I’m saying goodbye to an old friend–my trusty gray backpack. It seems silly to make such a connection to an inanimate object, but as my wife says, “Never take the love of an inanimate object for granted.”
It’s one of my wife’s maxims. Certainly that was the case when my kids were younger. My son Asher had a blue blanket that he clung to so much he ripped it to shreds, but at 2 years old, he still held onto those shreds when we went on an airplane ride. Unfortunately, being two, he tended to throw his stuff around (actually, he still does), and then we couldn’t find it when we had to leave the aircraft. He cried for hours and it took a while.
Mind you, my kids still have their stufties (when did that become the accepted term?) and sleep with them every night. But although they’d feel sadness at their departure, it wouldn’t be a big crying fit.
My backpack and I have shed blood together, we’ve travelled over many miles, and hauled my weight all across Arizona. I had to order it special because most backpacks can’t hold my colossal 18″ screen laptop. (This is not a humble brag–my job has a lot of video production, so it was either get a gaming computer or an Apple. Since I don’t like Apple computers, there ya go.) It didn’t just hold my computer–it held everything. The mouse, the power plug, the flash drives, the spare change I liberated for extra cash, the plastic forks which come in handy at the strangest of times, and the paper copy of Sudoku when you don’t wanna use the app on your phone.
It was with me when the brakes fails on my bicycle, went caroming into the pavement, and broke my shoulder. So when one of its zippers broke, I didn’t abandon it. I just adjusted how and what I carried. However, time is the great equalizer, and soon it was two, then three zippers broken. I still carried this backpack through even when the main reason for using it–the laptop pouch–broke its zipper. I looped a bit of rope with a lark’s head knot and kept it in place.
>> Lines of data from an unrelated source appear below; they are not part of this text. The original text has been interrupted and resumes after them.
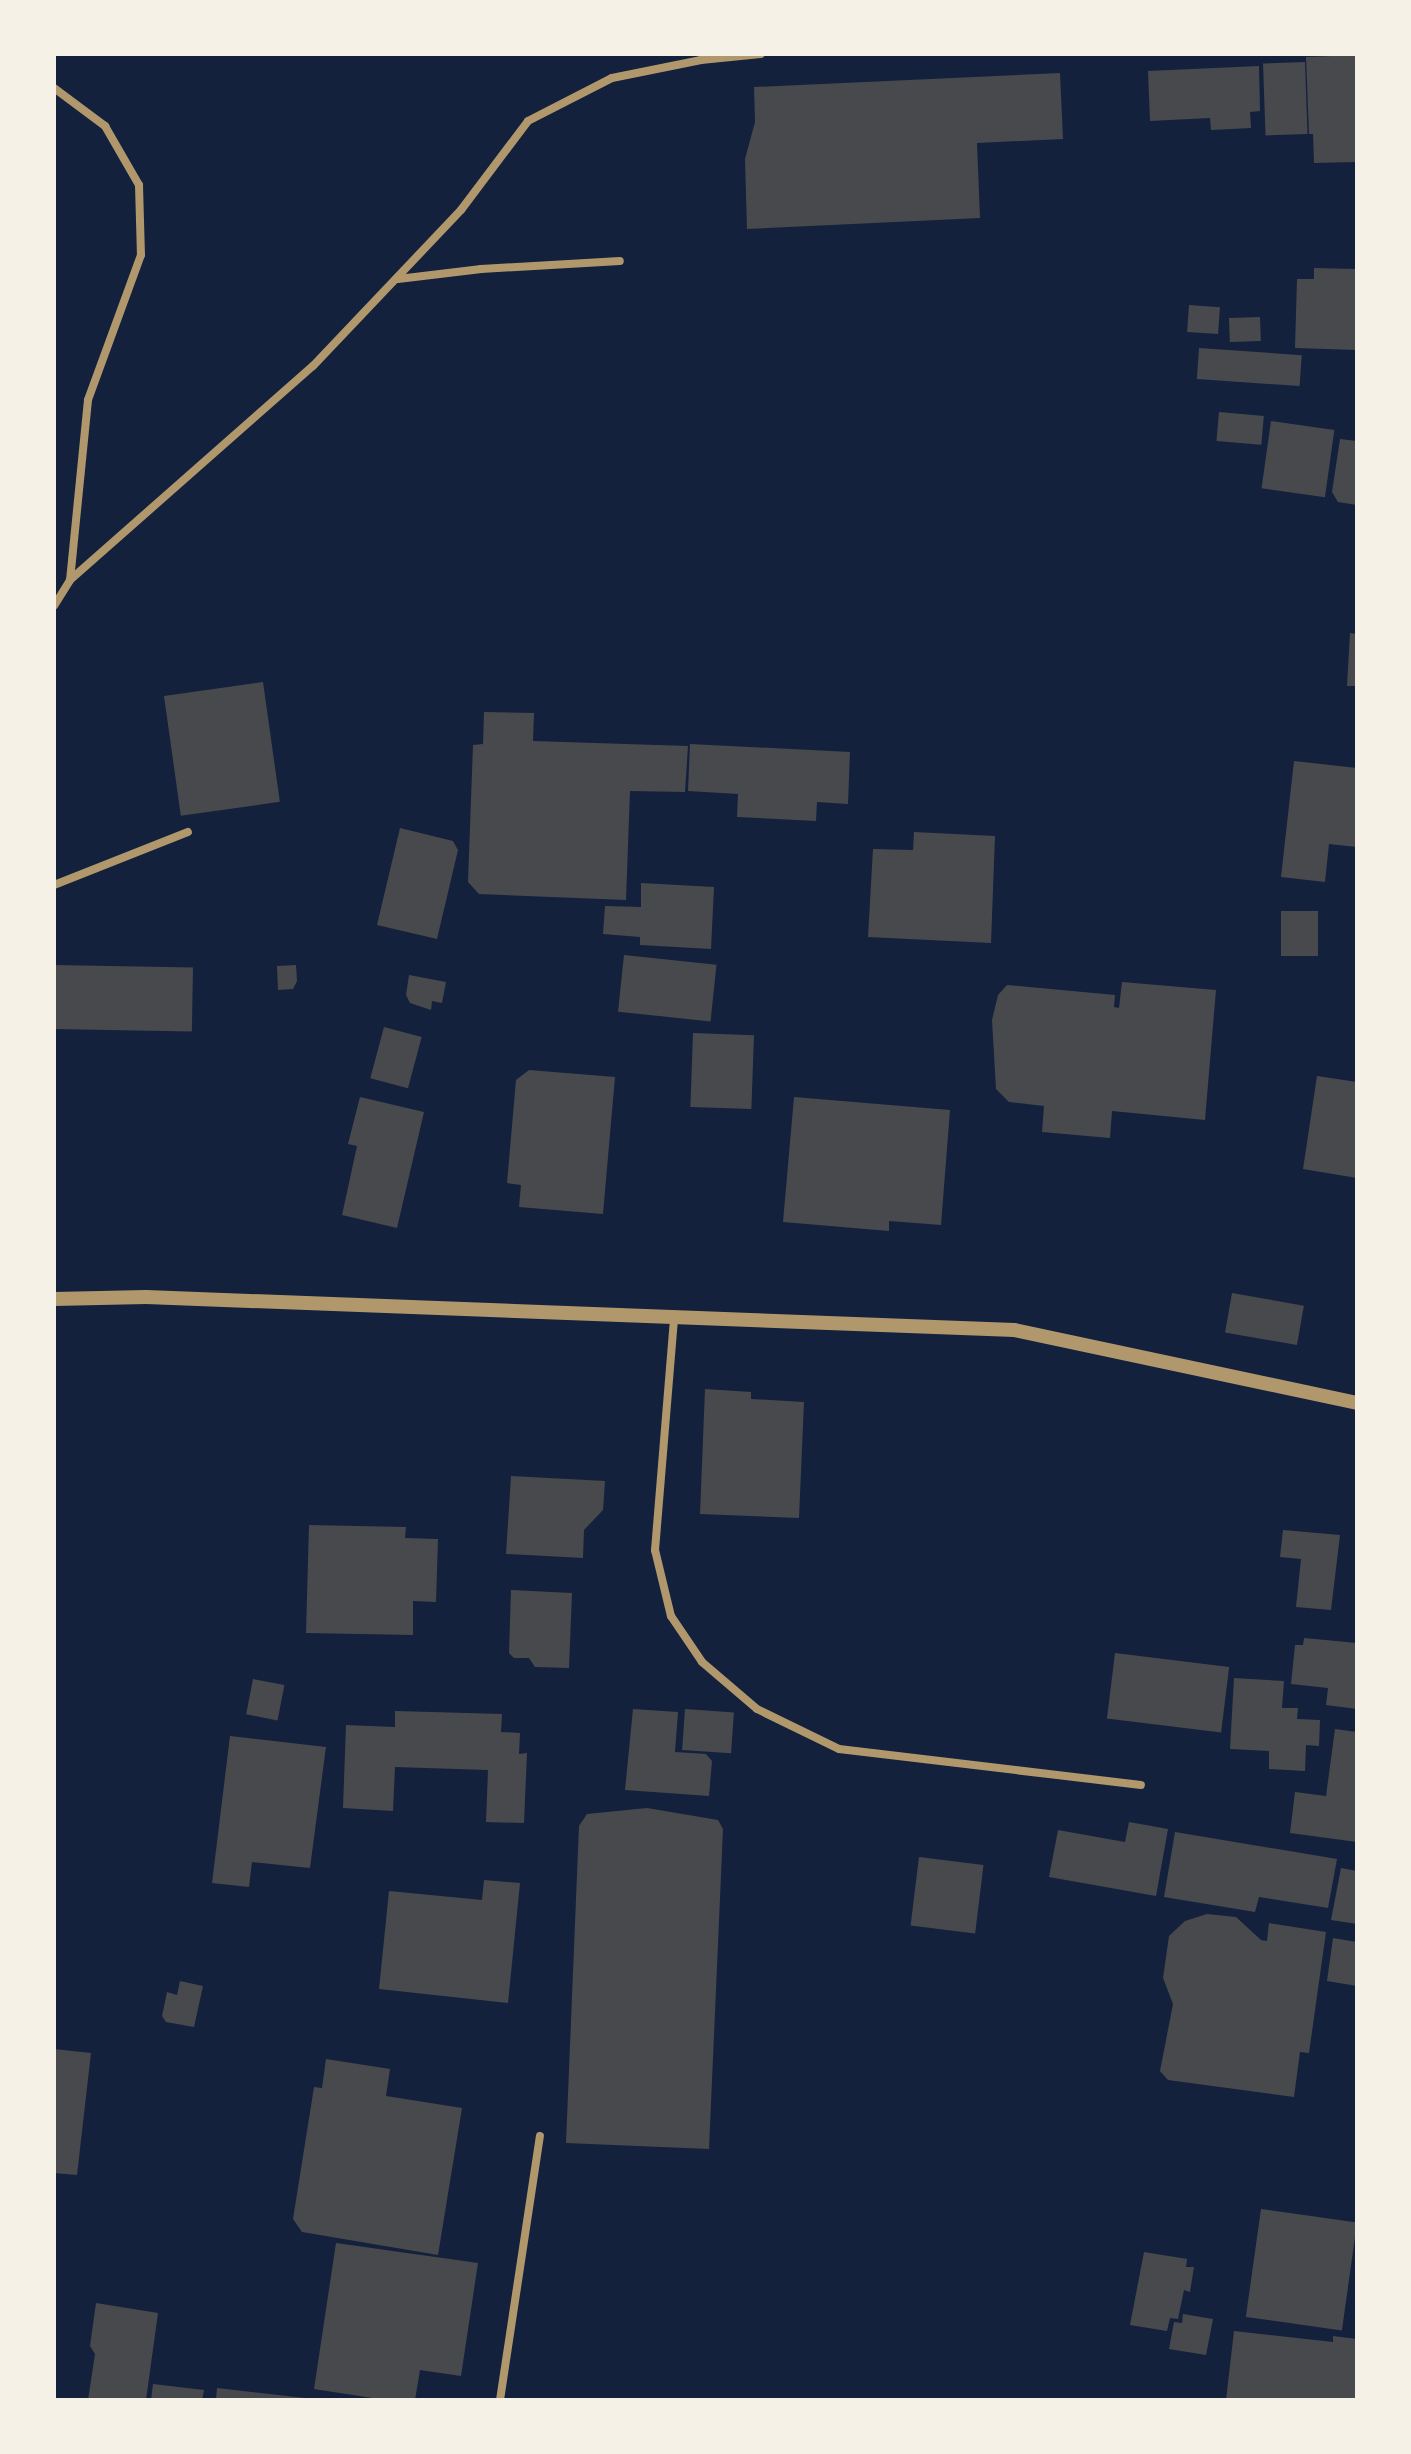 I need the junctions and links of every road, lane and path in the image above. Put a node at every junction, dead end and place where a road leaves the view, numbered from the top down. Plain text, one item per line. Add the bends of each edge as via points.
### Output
1 (761, 54) edge
2 (54, 88) edge
3 (620, 261) dead end
4 (397, 279) junction
5 (70, 580) junction
6 (54, 606) edge
7 (188, 832) dead end
8 (54, 885) edge
9 (54, 1299) edge
10 (674, 1319) junction
11 (1357, 1403) edge
12 (1141, 1785) dead end
13 (540, 2136) dead end
14 (500, 2400) edge

1 - 4 street via 612,78 528,121 461,210
2 - 5 street via 105,126 139,185 141,255 88,400
3 - 4 street
4 - 5 street via 313,366
5 - 6 street
7 - 8 street
9 - 10 street via 146,1297
10 - 11 street via 1014,1330
10 - 12 street via 655,1550 671,1616 702,1662 757,1709 839,1749
13 - 14 street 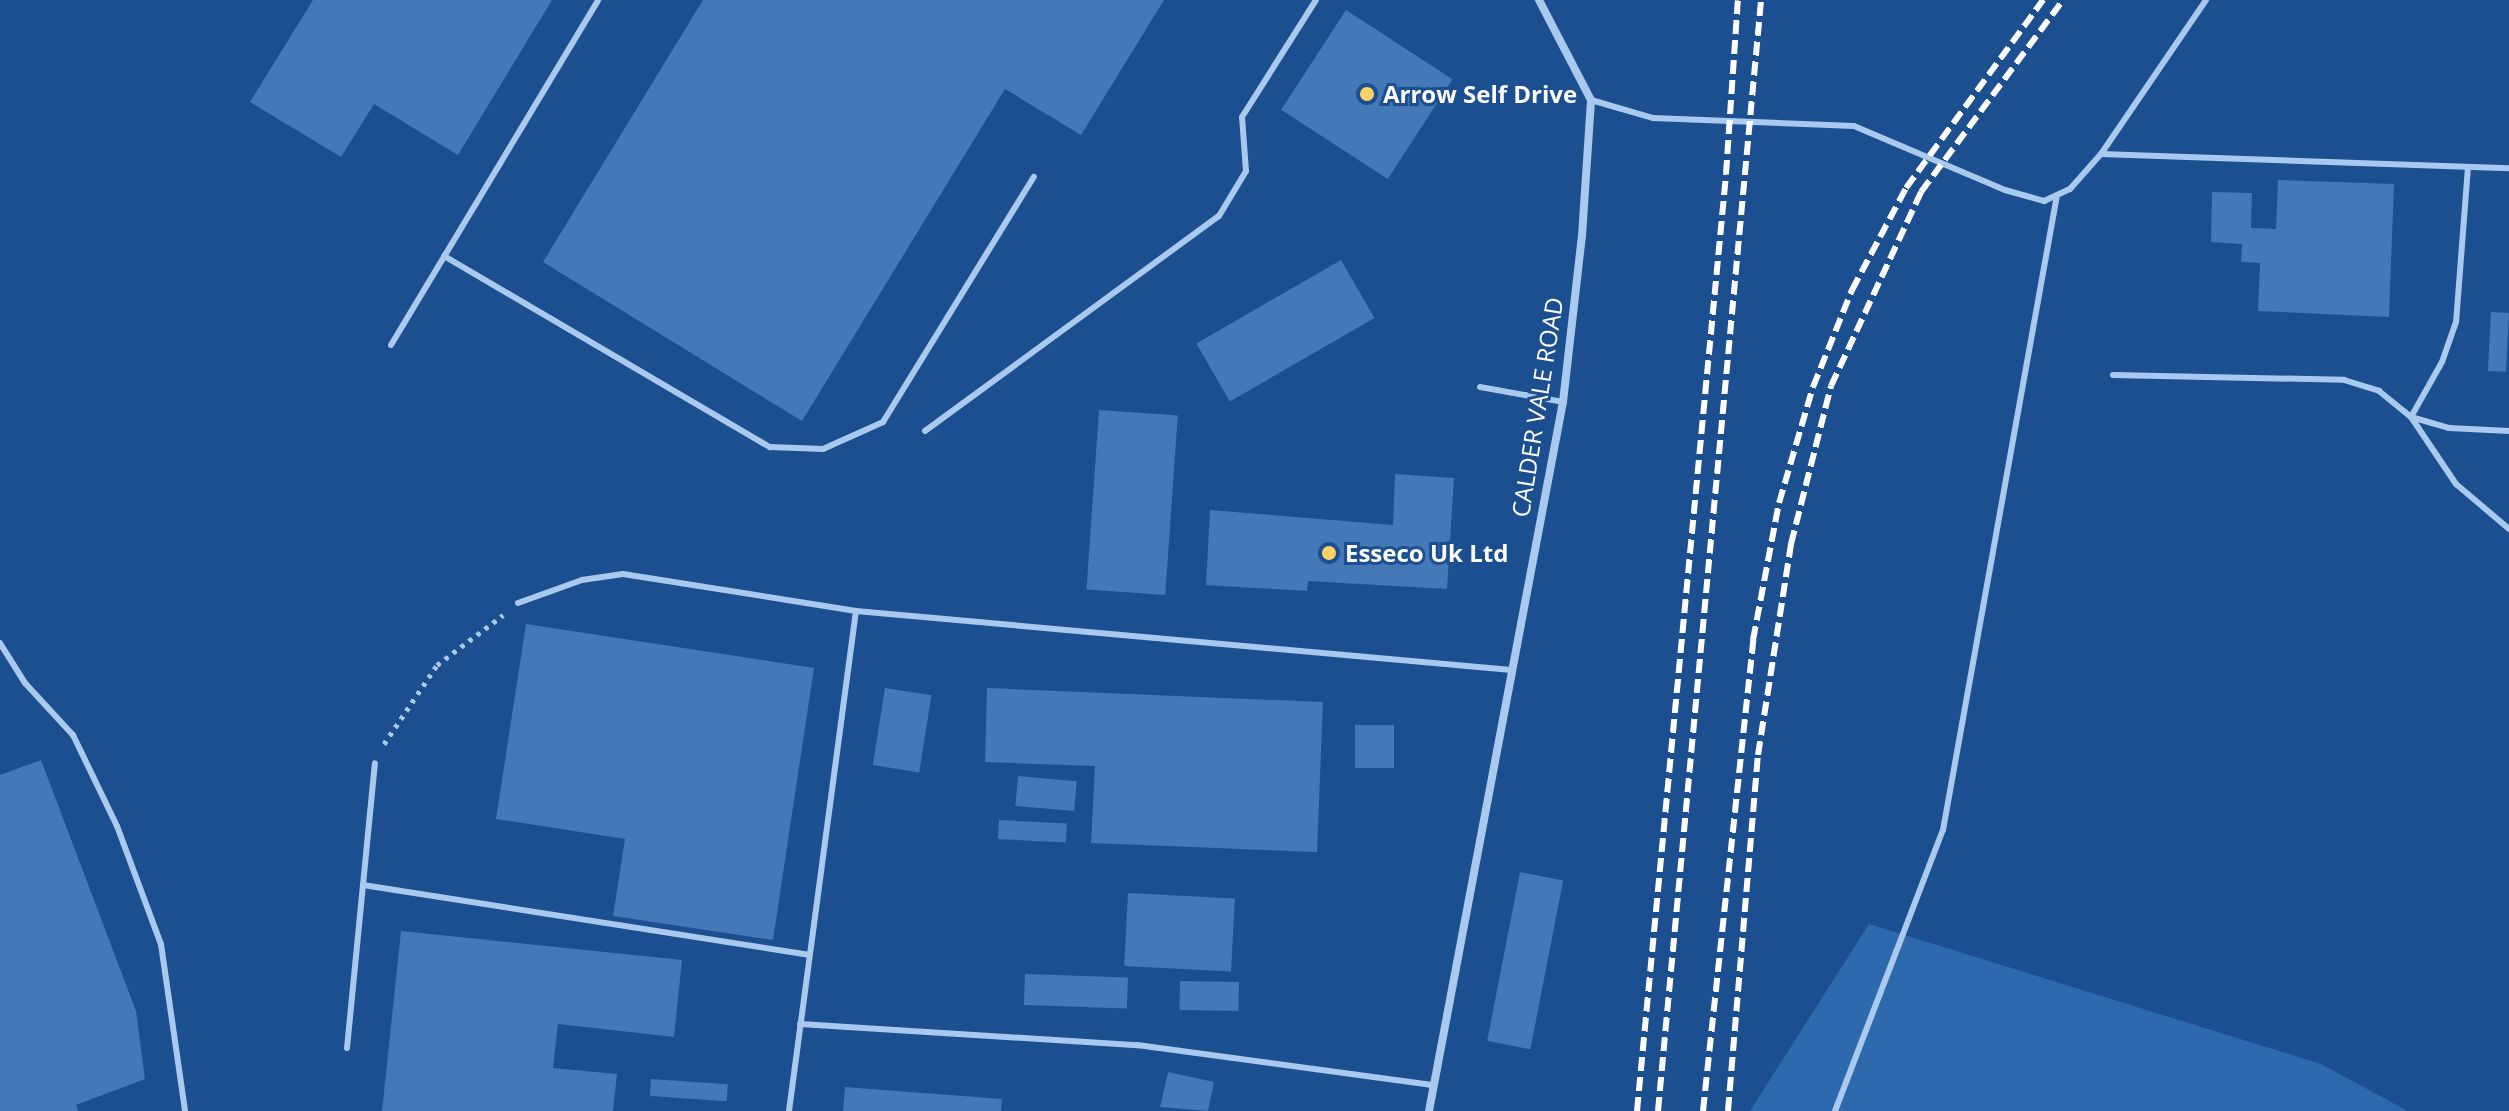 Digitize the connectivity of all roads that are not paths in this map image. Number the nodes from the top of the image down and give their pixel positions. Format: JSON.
{"nodes":[{"id":1,"x":598,"y":0,"type":"edge"},
{"id":2,"x":1316,"y":0,"type":"edge"},
{"id":3,"x":1539,"y":0,"type":"edge"},
{"id":4,"x":2206,"y":0,"type":"edge"},
{"id":5,"x":1591,"y":100,"type":"junction"},
{"id":6,"x":2101,"y":154,"type":"junction"},
{"id":7,"x":2468,"y":167,"type":"junction"},
{"id":8,"x":2509,"y":168,"type":"edge"},
{"id":9,"x":1034,"y":177,"type":"dead end"},
{"id":10,"x":2057,"y":195,"type":"junction"},
{"id":11,"x":444,"y":256,"type":"junction"},
{"id":12,"x":391,"y":345,"type":"dead end"},
{"id":13,"x":2113,"y":375,"type":"dead end"},
{"id":14,"x":1480,"y":387,"type":"dead end"},
{"id":15,"x":1563,"y":402,"type":"junction"},
{"id":16,"x":2411,"y":417,"type":"junction"},
{"id":17,"x":925,"y":431,"type":"dead end"},
{"id":18,"x":2509,"y":431,"type":"edge"},
{"id":19,"x":2509,"y":529,"type":"edge"},
{"id":20,"x":518,"y":603,"type":"road end"},
{"id":21,"x":856,"y":611,"type":"junction"},
{"id":22,"x":0,"y":643,"type":"edge"},
{"id":23,"x":1511,"y":670,"type":"junction"},
{"id":24,"x":375,"y":763,"type":"road end"},
{"id":25,"x":363,"y":885,"type":"junction"},
{"id":26,"x":809,"y":955,"type":"junction"},
{"id":27,"x":800,"y":1024,"type":"junction"},
{"id":28,"x":347,"y":1048,"type":"dead end"},
{"id":29,"x":1434,"y":1085,"type":"junction"},
{"id":30,"x":185,"y":1111,"type":"edge"},
{"id":31,"x":789,"y":1111,"type":"edge"},
{"id":32,"x":1429,"y":1111,"type":"edge"},
{"id":33,"x":1835,"y":1111,"type":"edge"}],
"edges":[{"from":1,"to":11,"type":"lane"},
{"from":2,"to":17,"type":"lane"},
{"from":3,"to":5,"type":"street"},
{"from":4,"to":6,"type":"lane"},
{"from":5,"to":10,"type":"lane"},
{"from":5,"to":15,"type":"street","name":"CALDER VALE ROAD"},
{"from":6,"to":7,"type":"lane"},
{"from":6,"to":10,"type":"lane"},
{"from":7,"to":8,"type":"lane"},
{"from":7,"to":16,"type":"lane"},
{"from":9,"to":11,"type":"lane"},
{"from":10,"to":33,"type":"lane"},
{"from":11,"to":12,"type":"lane"},
{"from":13,"to":16,"type":"lane"},
{"from":14,"to":15,"type":"lane"},
{"from":15,"to":23,"type":"street","name":"CALDER VALE ROAD"},
{"from":16,"to":18,"type":"lane"},
{"from":16,"to":19,"type":"lane"},
{"from":20,"to":21,"type":"lane"},
{"from":21,"to":23,"type":"lane"},
{"from":21,"to":26,"type":"lane"},
{"from":22,"to":30,"type":"lane"},
{"from":23,"to":29,"type":"street","name":"CALDER VALE ROAD"},
{"from":24,"to":25,"type":"lane"},
{"from":25,"to":26,"type":"lane"},
{"from":25,"to":28,"type":"lane"},
{"from":26,"to":27,"type":"lane"},
{"from":27,"to":29,"type":"lane"},
{"from":27,"to":31,"type":"lane"},
{"from":29,"to":32,"type":"street","name":"CALDER VALE ROAD"}]} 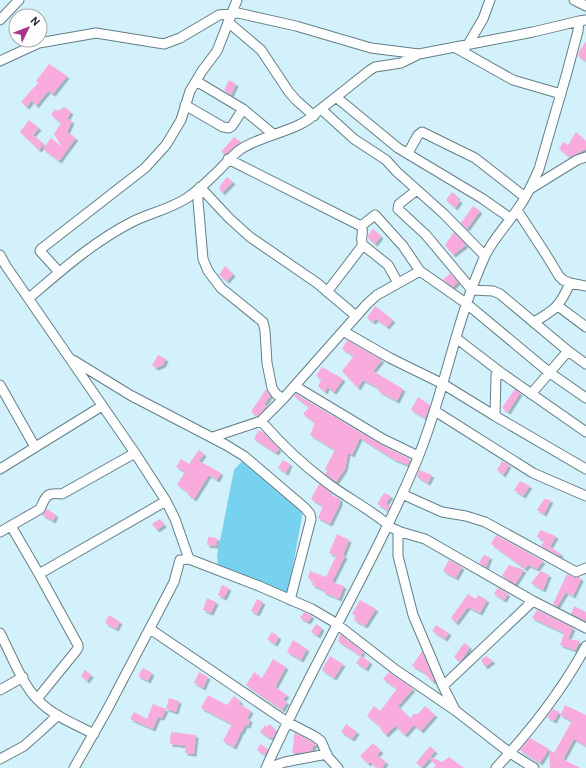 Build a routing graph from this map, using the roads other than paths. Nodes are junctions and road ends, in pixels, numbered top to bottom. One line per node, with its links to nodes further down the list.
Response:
1 (19, 0): 7 (street)
2 (236, 0): 6 (street)
3 (490, 0): 12 (street)
4 (574, 0): 5 (street)
5 (586, 6)
6 (232, 13): 9 (street); 14 (street); 15 (street)
7 (0, 20)
8 (582, 20): 10 (street); 12 (street)
9 (228, 22): 16 (street); 22 (street)
10 (578, 31): 11 (street); 17 (street)
11 (586, 39)
12 (467, 46): 13 (street)
13 (456, 48): 14 (street); 17 (street)
14 (419, 54): 18 (street)
15 (0, 61)
16 (196, 81): 19 (street); 21 (street)
17 (561, 94): 29 (street)
18 (336, 97): 20 (street); 24 (street)
19 (185, 105): 21 (street); 37 (street)
20 (321, 108): 22 (street); 28 (street)
21 (243, 109): 23 (street)
22 (314, 116): 23 (street)
23 (273, 134): 26 (street)
24 (408, 153): 29 (street); 31 (street)
25 (586, 157): 29 (street)
26 (228, 159): 27 (street); 32 (street)
27 (201, 188): 37 (street); 42 (street); 61 (street)
28 (417, 190): 35 (street); 41 (street)
29 (527, 193): 30 (street)
30 (517, 210): 31 (street); 39 (street)
31 (510, 218): 35 (street)
32 (361, 226): 33 (street); 36 (street)
33 (363, 245): 38 (street); 42 (street)
34 (0, 255): 43 (street)
35 (485, 256): 41 (street)
36 (420, 271): 38 (street); 44 (street)
37 (59, 272): 43 (street)
38 (398, 283): 46 (street)
39 (570, 283): 40 (street); 45 (street)
40 (586, 286)
41 (472, 290): 44 (street); 47 (street)
42 (328, 292): 46 (street)
43 (29, 298): 52 (street)
44 (467, 304): 50 (street); 54 (street)
45 (558, 306): 47 (street); 48 (street)
46 (356, 316): 49 (street)
47 (534, 322): 51 (street)
48 (586, 327)
49 (343, 331): 56 (street); 58 (street)
50 (456, 338): 55 (street); 56 (street)
51 (568, 351): 53 (street); 54 (street)
52 (70, 358): 62 (street); 67 (street)
53 (586, 364)
54 (550, 373): 59 (street); 60 (street)
55 (503, 374): 59 (street); 64 (street)
56 (443, 384): 63 (street); 64 (street)
57 (0, 385): 68 (street)
58 (295, 386): 61 (street); 70 (street)
59 (531, 394): 66 (street)
60 (586, 398)
61 (283, 399): 65 (street)
62 (102, 406): 68 (street); 69 (street)
63 (435, 412): 70 (street); 74 (street)
64 (495, 416): 72 (street)
65 (261, 421): 67 (street); 76 (street)
66 (586, 432)
67 (213, 437): 83 (street)
68 (35, 447): 71 (street)
69 (134, 453): 75 (street); 77 (street)
70 (418, 456): 73 (street)
71 (0, 469)
72 (586, 469)
73 (402, 494): 76 (street); 81 (street)
74 (586, 496)
75 (166, 501): 80 (street); 82 (street)
76 (388, 525): 78 (street); 85 (street)
77 (11, 526): 79 (street); 82 (street)
78 (398, 531): 84 (street); 91 (street)
79 (0, 532)
80 (189, 559): 83 (street); 87 (street)
81 (586, 568)
82 (39, 574): 93 (street)
83 (290, 600): 85 (street)
84 (533, 601): 86 (street); 91 (street)
85 (337, 625): 94 (street); 96 (street)
86 (586, 628)
87 (150, 629): 96 (street); 97 (street)
88 (0, 633): 90 (street)
89 (586, 646): 98 (street)
90 (22, 677): 92 (street); 93 (street)
91 (443, 686): 94 (street)
92 (0, 690)
93 (37, 699): 95 (street)
94 (456, 711): 98 (street)
95 (58, 715): 97 (street); 100 (street)
96 (286, 722): 99 (street); 102 (street)
97 (94, 734): 101 (street)
98 (510, 753): 104 (street); 105 (street)
99 (327, 754): 102 (street); 103 (street)
100 (0, 759)
101 (74, 768)
102 (267, 768)
103 (338, 768)
104 (496, 768)
105 (534, 768)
When the last zipper broke, though, that was the end. It simply couldn’t hold anything. For a while, I just shoved my stuff into a supermarket bag and carried it, but I finally accepted I needed a new backpack. So I bought the exact same model, so I knew exactly where to shove everything, but even when I got it in the mail… it still took a week before I deigned to open the package and transfer everything. It seemed wrong to do that to my backpack, but my backpack understood–it couldn’t keep working.
I wish I could have given it a Viking burial, but that would have taken me getting some gasoline, hiring some reenactors, and give the speech from The 13th Warrior. But in the end, I simply dumped it in the garbage. I’m sure its successor will serve me just as well, and considering it’s silent right now, I’m sure that means he agrees. 🙂
Do you take the love of an inanimate object for granted? Do you treat your car with love or is it simply a tool? Is the keyboard you’re using have a certain style or is it interchangeable? Let me know in the comments below!
Several backpacks in my home.
Some still in use, some just stored.
Kind regards,
I have several backpacks. One which my husband purchased for me a couple of years before his passing. It is kept safe. I have one that I carry when I go hiking with my dog. I best not even look at that bag when Bella is around, otherwise..we’re going hiking. I believe though that many of us do form an attachment to certain things. Currently, my Jeep is tucked in for the night, covered with old bed sheets. Why? to keep the feral cats off of my Star.